* _Requirement_
Which lines in the records below include the word "dead"? Report each of them in full.

Dataset entries
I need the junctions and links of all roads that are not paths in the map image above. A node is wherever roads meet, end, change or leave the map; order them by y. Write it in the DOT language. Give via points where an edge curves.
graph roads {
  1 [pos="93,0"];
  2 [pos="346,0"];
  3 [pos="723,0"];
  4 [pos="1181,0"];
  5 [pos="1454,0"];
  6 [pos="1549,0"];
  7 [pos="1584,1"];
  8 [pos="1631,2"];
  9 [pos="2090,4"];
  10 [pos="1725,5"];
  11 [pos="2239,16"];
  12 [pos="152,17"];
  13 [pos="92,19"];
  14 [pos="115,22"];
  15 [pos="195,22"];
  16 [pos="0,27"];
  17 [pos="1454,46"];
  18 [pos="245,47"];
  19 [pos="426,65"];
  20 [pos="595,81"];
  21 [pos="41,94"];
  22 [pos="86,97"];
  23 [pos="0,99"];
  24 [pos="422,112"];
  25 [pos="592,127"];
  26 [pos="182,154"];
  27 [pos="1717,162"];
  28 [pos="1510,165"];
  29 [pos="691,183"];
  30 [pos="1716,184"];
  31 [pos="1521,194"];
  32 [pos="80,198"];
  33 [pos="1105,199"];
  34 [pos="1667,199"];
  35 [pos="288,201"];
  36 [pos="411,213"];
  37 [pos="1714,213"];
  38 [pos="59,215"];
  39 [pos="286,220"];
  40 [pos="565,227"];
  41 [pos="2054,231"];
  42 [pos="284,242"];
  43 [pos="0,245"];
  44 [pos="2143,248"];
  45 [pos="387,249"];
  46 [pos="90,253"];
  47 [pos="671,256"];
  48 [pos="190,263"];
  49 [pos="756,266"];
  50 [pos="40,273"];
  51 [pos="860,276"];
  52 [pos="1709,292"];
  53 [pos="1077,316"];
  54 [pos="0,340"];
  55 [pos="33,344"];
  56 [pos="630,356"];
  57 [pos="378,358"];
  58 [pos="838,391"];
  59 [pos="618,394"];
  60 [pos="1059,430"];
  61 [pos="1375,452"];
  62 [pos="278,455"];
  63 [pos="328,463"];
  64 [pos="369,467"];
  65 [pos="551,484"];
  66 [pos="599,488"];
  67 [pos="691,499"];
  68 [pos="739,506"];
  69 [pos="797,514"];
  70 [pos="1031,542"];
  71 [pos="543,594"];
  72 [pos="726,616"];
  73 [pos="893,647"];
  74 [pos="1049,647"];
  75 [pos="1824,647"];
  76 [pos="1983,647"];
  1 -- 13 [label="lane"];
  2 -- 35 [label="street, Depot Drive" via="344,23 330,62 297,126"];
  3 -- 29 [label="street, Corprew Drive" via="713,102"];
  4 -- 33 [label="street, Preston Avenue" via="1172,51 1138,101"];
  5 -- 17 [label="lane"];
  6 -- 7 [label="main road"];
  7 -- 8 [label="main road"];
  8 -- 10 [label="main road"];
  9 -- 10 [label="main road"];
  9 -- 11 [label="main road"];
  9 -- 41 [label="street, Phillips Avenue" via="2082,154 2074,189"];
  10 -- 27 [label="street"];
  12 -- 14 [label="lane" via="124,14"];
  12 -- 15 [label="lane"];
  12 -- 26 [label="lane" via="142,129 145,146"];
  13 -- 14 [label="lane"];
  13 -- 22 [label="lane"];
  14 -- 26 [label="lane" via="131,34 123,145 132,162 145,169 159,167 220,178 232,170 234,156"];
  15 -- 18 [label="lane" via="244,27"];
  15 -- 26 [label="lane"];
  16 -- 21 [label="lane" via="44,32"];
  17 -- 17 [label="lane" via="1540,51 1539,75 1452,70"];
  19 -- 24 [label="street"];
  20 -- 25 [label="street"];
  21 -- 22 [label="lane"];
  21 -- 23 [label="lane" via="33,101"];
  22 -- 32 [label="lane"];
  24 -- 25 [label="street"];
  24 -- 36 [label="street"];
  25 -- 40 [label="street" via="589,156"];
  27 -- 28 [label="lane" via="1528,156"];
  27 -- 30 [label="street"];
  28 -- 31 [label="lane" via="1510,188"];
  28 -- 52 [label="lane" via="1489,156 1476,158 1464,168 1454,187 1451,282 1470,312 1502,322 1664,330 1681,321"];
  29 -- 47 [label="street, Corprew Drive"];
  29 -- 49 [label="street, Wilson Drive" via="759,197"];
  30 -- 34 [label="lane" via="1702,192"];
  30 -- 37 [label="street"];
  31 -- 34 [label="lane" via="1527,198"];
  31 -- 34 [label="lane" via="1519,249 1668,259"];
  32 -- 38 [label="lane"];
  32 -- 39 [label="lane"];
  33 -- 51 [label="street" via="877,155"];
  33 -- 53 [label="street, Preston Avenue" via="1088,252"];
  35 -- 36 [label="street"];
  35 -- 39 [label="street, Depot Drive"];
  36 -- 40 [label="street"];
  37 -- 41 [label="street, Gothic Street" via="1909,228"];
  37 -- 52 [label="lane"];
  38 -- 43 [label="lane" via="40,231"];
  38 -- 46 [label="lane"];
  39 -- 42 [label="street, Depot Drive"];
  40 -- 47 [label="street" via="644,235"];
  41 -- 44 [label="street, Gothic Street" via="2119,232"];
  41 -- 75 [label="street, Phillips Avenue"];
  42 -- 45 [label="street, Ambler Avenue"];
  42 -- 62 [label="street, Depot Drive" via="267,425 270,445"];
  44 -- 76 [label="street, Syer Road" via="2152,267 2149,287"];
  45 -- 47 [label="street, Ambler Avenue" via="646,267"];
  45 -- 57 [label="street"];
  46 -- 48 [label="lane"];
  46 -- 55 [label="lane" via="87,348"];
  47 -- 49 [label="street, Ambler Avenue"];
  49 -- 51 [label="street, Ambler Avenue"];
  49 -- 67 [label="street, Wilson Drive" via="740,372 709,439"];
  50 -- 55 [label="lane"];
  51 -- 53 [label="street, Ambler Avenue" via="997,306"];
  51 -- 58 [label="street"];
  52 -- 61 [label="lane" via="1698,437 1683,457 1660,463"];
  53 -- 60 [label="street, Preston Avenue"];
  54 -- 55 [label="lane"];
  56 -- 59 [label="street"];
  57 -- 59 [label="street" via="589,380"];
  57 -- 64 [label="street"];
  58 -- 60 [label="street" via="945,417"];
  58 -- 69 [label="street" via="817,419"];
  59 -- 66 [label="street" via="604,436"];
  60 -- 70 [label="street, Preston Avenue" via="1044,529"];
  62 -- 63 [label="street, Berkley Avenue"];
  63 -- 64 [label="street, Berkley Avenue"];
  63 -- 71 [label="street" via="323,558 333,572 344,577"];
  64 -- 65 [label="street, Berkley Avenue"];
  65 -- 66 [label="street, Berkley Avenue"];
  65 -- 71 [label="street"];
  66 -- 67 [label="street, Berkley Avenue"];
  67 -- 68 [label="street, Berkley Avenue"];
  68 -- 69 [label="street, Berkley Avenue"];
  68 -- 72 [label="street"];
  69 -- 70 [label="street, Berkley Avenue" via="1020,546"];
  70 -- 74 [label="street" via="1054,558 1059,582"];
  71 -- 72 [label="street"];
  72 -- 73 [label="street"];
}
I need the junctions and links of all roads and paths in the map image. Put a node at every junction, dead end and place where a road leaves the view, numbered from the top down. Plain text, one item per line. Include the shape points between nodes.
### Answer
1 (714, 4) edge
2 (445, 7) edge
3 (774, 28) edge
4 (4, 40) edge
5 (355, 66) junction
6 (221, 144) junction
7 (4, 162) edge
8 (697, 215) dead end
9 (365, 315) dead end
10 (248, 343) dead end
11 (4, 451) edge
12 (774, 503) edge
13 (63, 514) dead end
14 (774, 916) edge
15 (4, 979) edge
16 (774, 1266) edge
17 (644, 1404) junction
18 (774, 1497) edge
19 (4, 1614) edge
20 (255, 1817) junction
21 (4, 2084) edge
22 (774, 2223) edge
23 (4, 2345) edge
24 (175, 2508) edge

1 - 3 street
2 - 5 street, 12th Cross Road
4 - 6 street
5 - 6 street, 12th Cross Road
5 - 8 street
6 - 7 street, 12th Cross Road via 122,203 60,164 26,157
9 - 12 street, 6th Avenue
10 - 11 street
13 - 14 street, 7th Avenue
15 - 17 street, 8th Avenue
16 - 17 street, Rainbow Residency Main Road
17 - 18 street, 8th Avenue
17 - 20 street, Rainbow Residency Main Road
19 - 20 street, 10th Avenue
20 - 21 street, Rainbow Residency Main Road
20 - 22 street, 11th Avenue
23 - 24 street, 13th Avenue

* _Reply_
I need the junctions and links of all roads and paths in the map image. Put a node at every junction, dead end and place where a road leaves the view, numbered from the top down. Plain text, one item per line. Include the shape points between nodes.
8 (697, 215) dead end
9 (365, 315) dead end
10 (248, 343) dead end
13 (63, 514) dead end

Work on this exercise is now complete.